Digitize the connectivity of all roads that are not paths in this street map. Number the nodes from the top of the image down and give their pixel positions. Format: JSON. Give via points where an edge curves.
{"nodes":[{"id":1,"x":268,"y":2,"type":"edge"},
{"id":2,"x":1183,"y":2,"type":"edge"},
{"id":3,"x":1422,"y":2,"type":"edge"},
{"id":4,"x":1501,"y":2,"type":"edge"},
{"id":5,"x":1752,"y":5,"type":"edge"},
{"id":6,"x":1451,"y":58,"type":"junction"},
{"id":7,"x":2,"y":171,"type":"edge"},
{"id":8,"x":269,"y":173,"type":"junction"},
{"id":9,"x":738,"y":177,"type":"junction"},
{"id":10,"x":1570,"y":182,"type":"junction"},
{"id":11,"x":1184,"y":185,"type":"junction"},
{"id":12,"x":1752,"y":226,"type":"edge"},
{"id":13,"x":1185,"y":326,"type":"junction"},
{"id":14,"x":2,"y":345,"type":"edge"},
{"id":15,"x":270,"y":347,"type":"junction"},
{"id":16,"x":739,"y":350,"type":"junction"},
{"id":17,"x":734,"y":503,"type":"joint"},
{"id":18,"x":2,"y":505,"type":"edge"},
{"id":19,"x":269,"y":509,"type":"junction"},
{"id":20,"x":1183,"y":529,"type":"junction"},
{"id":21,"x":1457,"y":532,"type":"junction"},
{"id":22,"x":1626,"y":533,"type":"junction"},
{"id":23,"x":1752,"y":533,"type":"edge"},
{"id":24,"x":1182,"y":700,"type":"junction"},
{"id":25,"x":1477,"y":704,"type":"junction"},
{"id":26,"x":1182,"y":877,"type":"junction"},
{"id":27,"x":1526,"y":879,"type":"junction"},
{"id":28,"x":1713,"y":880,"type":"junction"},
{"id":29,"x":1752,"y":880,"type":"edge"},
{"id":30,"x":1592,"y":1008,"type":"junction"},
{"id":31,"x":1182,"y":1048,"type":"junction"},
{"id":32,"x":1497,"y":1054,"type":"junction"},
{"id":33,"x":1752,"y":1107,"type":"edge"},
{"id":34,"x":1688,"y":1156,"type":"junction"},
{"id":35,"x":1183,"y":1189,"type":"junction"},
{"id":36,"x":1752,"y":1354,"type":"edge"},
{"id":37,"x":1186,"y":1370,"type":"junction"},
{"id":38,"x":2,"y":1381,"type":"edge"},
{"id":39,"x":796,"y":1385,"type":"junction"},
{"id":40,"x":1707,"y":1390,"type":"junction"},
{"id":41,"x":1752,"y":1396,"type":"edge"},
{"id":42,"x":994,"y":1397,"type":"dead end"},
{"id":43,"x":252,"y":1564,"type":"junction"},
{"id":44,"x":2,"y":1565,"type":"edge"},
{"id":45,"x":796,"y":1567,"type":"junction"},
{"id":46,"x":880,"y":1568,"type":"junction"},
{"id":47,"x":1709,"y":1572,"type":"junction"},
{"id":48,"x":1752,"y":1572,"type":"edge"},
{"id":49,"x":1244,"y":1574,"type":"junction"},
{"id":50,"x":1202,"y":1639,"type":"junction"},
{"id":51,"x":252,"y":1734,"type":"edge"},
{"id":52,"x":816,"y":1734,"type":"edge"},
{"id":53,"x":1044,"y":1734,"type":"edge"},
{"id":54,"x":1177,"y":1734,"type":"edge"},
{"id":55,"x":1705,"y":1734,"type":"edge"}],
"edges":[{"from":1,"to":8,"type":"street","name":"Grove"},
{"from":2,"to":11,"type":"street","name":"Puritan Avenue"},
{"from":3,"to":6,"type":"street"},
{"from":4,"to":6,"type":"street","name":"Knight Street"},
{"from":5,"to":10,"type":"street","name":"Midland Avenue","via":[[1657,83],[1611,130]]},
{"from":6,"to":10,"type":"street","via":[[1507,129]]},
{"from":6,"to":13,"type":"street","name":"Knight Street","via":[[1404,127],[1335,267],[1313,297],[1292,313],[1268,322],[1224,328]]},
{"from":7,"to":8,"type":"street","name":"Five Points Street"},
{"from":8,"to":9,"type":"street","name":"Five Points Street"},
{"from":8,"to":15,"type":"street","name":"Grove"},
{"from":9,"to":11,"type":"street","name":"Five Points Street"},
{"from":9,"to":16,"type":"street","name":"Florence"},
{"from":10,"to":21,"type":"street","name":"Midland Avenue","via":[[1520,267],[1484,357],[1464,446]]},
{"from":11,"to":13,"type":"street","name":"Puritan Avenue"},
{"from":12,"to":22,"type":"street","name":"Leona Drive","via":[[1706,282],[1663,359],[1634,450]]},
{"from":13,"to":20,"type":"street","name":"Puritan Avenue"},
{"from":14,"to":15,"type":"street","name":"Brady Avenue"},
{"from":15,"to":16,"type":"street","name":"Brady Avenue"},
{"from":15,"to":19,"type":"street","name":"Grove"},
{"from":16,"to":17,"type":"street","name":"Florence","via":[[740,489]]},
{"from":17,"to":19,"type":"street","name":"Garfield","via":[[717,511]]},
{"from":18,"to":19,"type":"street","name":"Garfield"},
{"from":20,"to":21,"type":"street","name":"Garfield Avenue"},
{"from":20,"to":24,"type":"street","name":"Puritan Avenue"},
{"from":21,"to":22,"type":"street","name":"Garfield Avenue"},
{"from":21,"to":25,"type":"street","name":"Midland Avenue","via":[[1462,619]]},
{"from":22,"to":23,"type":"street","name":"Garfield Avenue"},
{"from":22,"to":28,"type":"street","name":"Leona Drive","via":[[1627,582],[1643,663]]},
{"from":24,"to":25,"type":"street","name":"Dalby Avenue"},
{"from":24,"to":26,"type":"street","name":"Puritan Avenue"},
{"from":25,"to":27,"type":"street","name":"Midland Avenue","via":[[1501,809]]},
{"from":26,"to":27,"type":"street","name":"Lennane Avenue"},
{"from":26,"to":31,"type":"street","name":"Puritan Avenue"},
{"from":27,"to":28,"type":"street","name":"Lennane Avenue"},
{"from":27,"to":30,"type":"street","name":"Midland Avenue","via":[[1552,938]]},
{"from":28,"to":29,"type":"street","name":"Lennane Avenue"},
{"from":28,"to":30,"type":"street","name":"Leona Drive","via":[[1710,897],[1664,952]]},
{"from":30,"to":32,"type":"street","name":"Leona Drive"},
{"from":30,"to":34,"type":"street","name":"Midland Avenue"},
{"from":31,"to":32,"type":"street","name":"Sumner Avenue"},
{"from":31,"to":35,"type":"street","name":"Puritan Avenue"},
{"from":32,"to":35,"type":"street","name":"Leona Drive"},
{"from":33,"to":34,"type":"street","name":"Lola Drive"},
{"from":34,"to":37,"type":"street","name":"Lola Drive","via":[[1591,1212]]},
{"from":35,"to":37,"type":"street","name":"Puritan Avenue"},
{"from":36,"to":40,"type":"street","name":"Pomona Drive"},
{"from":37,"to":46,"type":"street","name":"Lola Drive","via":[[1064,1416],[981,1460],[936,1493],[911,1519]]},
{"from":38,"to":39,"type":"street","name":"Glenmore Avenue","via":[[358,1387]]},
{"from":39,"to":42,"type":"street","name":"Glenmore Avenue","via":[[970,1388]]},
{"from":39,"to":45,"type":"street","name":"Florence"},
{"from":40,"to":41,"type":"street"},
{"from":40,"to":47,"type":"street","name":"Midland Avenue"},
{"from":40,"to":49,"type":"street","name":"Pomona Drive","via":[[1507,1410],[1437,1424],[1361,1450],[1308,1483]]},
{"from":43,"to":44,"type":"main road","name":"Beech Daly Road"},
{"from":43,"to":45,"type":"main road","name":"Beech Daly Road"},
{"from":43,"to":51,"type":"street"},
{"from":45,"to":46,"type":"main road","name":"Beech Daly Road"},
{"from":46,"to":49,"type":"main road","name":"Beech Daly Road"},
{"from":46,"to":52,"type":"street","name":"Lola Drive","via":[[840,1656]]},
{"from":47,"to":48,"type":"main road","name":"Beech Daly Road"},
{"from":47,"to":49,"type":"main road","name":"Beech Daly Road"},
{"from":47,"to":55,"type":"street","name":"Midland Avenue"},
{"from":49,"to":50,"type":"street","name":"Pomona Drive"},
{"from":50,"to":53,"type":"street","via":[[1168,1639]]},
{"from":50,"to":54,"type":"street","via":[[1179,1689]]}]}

☆ ☆ ☆ ☆ ☆ ☆ ☆

EXERCISE REQUIREMENTS:
Pick out every line above that contains the word "Knight" and copy it.

ANSWER TO THIS EXERCISE:
{"from":4,"to":6,"type":"street","name":"Knight Street"},
{"from":6,"to":13,"type":"street","name":"Knight Street","via":[[1404,127],[1335,267],[1313,297],[1292,313],[1268,322],[1224,328]]},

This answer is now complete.